Records from a data source

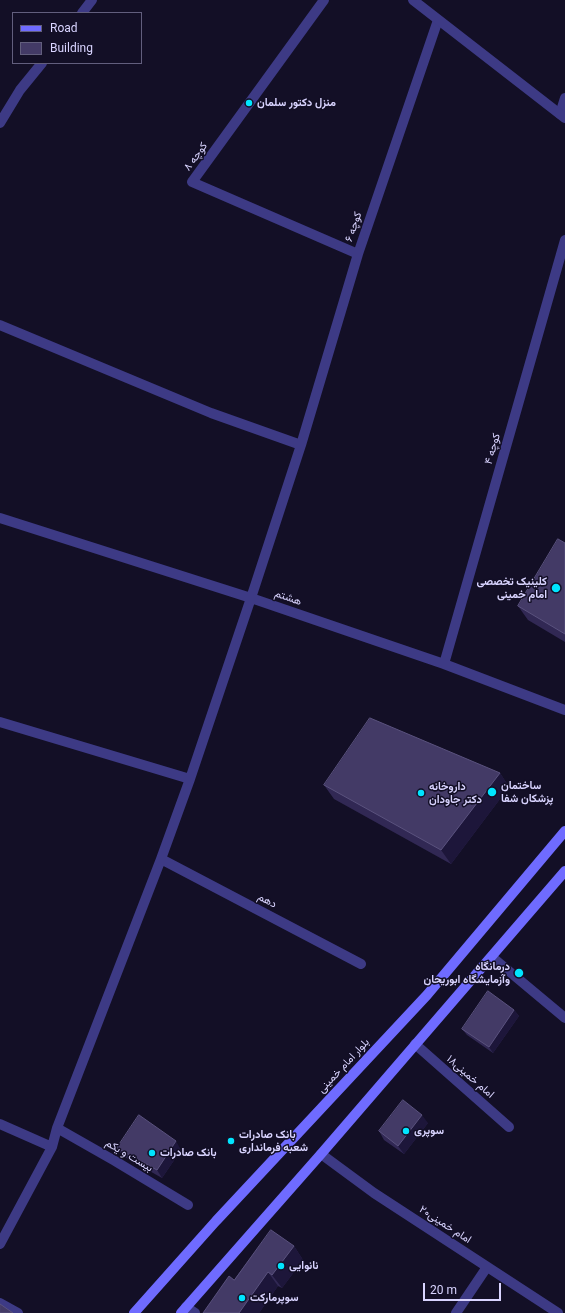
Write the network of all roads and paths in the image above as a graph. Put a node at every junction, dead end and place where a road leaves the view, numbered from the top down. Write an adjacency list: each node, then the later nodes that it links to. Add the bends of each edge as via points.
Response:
1 (92, 0): 4 (street)
2 (324, 0): 11 (street, کوچه ۸, via 192,182)
3 (413, 0): 5 (street)
4 (83, 12)
5 (438, 20): 8 (street); 11 (street, کوچه ۶)
6 (41, 64): 9 (street, via 20,90)
7 (565, 98): 8 (street)
8 (562, 116)
9 (0, 123)
10 (565, 240): 16 (street, کوچه ۴)
11 (358, 254): 13 (street, کوچه ۶)
12 (0, 325): 13 (street, via 211,413)
13 (301, 444): 15 (street, کوچه ۶)
14 (0, 518): 15 (street, هشتم)
15 (251, 598): 16 (street, هشتم); 19 (street, کوچه ۶)
16 (444, 664): 17 (street, هشتم)
17 (565, 710)
18 (0, 722): 19 (street)
19 (190, 779): 21 (street, کوچه ۶)
20 (565, 831): 38 (main road, بلوار امام خمینی, via 427,995 216,1221)
21 (161, 859): 24 (street, دهم); 29 (street, کوچه ۶)
22 (565, 871): 23 (main road)
23 (492, 956): 25 (street); 26 (main road)
24 (361, 964)
25 (565, 1018)
26 (415, 1044): 28 (street, امام خمینی۱۸); 31 (main road)
27 (0, 1124): 30 (street)
28 (509, 1127)
29 (58, 1128): 30 (street, کوچه ۶); 32 (street, بیست و یکم)
30 (52, 1147): 33 (street, کوچه ۶)
31 (321, 1154): 34 (street, امام خمینی۲۰, via 374,1193); 36 (main road)
32 (188, 1206)
33 (0, 1244)
34 (487, 1267): 40 (street); 41 (street, امام خمینی۲۰)
35 (0, 1302): 37 (street)
36 (183, 1310): 39 (street)
37 (18, 1313)
38 (134, 1313)
39 (195, 1313)
40 (456, 1313)
41 (558, 1313)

### Aim of the exercise
Exactly as written above, print every record, and keep the pictures out.

### Expected answer
Write the network of all roads and paths in the image above as a graph. Put a node at every junction, dead end and place where a road leaves the view, numbered from the top down. Write an adjacency list: each node, then the later nodes that it links to. Add the bends of each edge as via points.
Response:
1 (92, 0): 4 (street)
2 (324, 0): 11 (street, کوچه ۸, via 192,182)
3 (413, 0): 5 (street)
4 (83, 12)
5 (438, 20): 8 (street); 11 (street, کوچه ۶)
6 (41, 64): 9 (street, via 20,90)
7 (565, 98): 8 (street)
8 (562, 116)
9 (0, 123)
10 (565, 240): 16 (street, کوچه ۴)
11 (358, 254): 13 (street, کوچه ۶)
12 (0, 325): 13 (street, via 211,413)
13 (301, 444): 15 (street, کوچه ۶)
14 (0, 518): 15 (street, هشتم)
15 (251, 598): 16 (street, هشتم); 19 (street, کوچه ۶)
16 (444, 664): 17 (street, هشتم)
17 (565, 710)
18 (0, 722): 19 (street)
19 (190, 779): 21 (street, کوچه ۶)
20 (565, 831): 38 (main road, بلوار امام خمینی, via 427,995 216,1221)
21 (161, 859): 24 (street, دهم); 29 (street, کوچه ۶)
22 (565, 871): 23 (main road)
23 (492, 956): 25 (street); 26 (main road)
24 (361, 964)
25 (565, 1018)
26 (415, 1044): 28 (street, امام خمینی۱۸); 31 (main road)
27 (0, 1124): 30 (street)
28 (509, 1127)
29 (58, 1128): 30 (street, کوچه ۶); 32 (street, بیست و یکم)
30 (52, 1147): 33 (street, کوچه ۶)
31 (321, 1154): 34 (street, امام خمینی۲۰, via 374,1193); 36 (main road)
32 (188, 1206)
33 (0, 1244)
34 (487, 1267): 40 (street); 41 (street, امام خمینی۲۰)
35 (0, 1302): 37 (street)
36 (183, 1310): 39 (street)
37 (18, 1313)
38 (134, 1313)
39 (195, 1313)
40 (456, 1313)
41 (558, 1313)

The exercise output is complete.